FocCultur.htmFOCUS OF CULTURE: An aside

Building the FLES bridge:

The essence of a change in teaching foreign languages that I took some years ago which brought me to see that "bridge" is the idea that culture is the natural content of the language class, not the language. All of the orientations to culture and foreign language that you find will include the idea of "integrating" the two. This assumes the impossible, which is that they can be separated! The same proponents of "integration" would be the first people to insist that language and culture are "inseparable". It's almost like being pro-choice and pro-life at the same time. Now, the next analogy is that of the eternal chicken and egg question. Well, of course, the answer is culture. Language arises from and has as it's constant impetus, the culture.

Therefore, I propose that we teach culture and bring language patterns out of the images of culture that we create in the brain as students watch or listen to the cultural information we bring to them. CAVEAT: Do not worry about choosing culture that "fits" the language you have selected to teach. That just goes back to the other problem created by the "integrationists" (no, this is not part of a political debate!). That is, culture is being used to match up with language forms. In other words, culture serves the language curriculum. All that is is a bastardization of culture!
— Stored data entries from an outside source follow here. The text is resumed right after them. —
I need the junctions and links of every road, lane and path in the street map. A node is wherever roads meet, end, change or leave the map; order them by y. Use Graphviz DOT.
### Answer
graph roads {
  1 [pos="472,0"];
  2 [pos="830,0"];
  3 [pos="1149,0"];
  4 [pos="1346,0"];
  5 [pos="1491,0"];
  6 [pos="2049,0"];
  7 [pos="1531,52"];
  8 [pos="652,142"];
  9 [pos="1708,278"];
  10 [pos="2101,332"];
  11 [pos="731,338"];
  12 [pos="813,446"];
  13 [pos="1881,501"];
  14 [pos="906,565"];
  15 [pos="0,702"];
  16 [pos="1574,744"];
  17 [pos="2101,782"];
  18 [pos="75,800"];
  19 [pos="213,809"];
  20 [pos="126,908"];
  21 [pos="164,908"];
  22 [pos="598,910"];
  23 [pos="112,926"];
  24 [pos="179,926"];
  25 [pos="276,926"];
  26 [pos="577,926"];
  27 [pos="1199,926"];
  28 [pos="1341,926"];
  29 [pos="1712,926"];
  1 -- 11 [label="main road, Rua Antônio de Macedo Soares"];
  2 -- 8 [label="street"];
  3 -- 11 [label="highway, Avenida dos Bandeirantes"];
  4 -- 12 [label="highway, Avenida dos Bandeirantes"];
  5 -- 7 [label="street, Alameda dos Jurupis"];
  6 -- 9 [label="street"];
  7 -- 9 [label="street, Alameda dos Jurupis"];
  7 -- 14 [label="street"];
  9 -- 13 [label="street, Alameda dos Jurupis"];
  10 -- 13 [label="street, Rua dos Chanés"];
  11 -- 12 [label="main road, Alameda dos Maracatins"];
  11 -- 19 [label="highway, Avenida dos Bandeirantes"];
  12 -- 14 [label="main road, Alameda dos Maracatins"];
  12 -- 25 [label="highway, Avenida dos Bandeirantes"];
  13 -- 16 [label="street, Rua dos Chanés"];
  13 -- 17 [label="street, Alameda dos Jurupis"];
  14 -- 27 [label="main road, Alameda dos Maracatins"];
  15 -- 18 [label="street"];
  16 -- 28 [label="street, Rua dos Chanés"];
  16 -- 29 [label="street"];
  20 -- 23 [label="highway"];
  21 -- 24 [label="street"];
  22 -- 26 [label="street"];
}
Another problem arises from selecting culture and teaching the vocabulary related to the cultural images. That produces difficulty for understanding since the students are not likely to master enough of the new language in order to comprehend the culture!

By using familiar language, the teacher can facilitate students gaining access to the information and their being able to begin processing it in terms of valid cultural categories which the teacher will, hopefully, provide for them as the foundation for understanding the broad perspective of the culture of the people who speak the language they are studying.

Take slides from a vacation trip as an example of American culture. Show some of them and describe pertinent information about the trip and the content of the slides to a group of English speaking students. Ask them to write down some impressions. Then, have them share these impressions. Which language patterns in English would you expect them to use? Well, if you said, anything, you would have the clue to how unlimited *any* cultural information is in terms of making connections to the language patterns and vocabulary that you intend to teach any one day. If one begins making connections to this cultural information with familiar patterns and vocabulary, any teacher worth his/her certification should be able to bridge over the new material. From then on, the techniques used will be whatever that teacher uses to teach language.

But, here's the beauty: the image produced in the brain by the cultural information (especially if audio, visual or tactile) will remain in the brain as a valid element of cultural awareness and, for a good while, will be connected to the new language patterns that are taught that day. At another time, the teacher can come back to the cultural images for further elaboration of the culture and use of the patterns and vocabulary.

The challenge, I believe, in all education is for teachers to take a giant leap of faith in order to orient teaching more around the child as the curriculum and, in language teaching, creating a cultural experience from which the children can share impressions which teachers can use to weave language into. An image that came to me the other day was: Life provides the examples. The students are the reporters.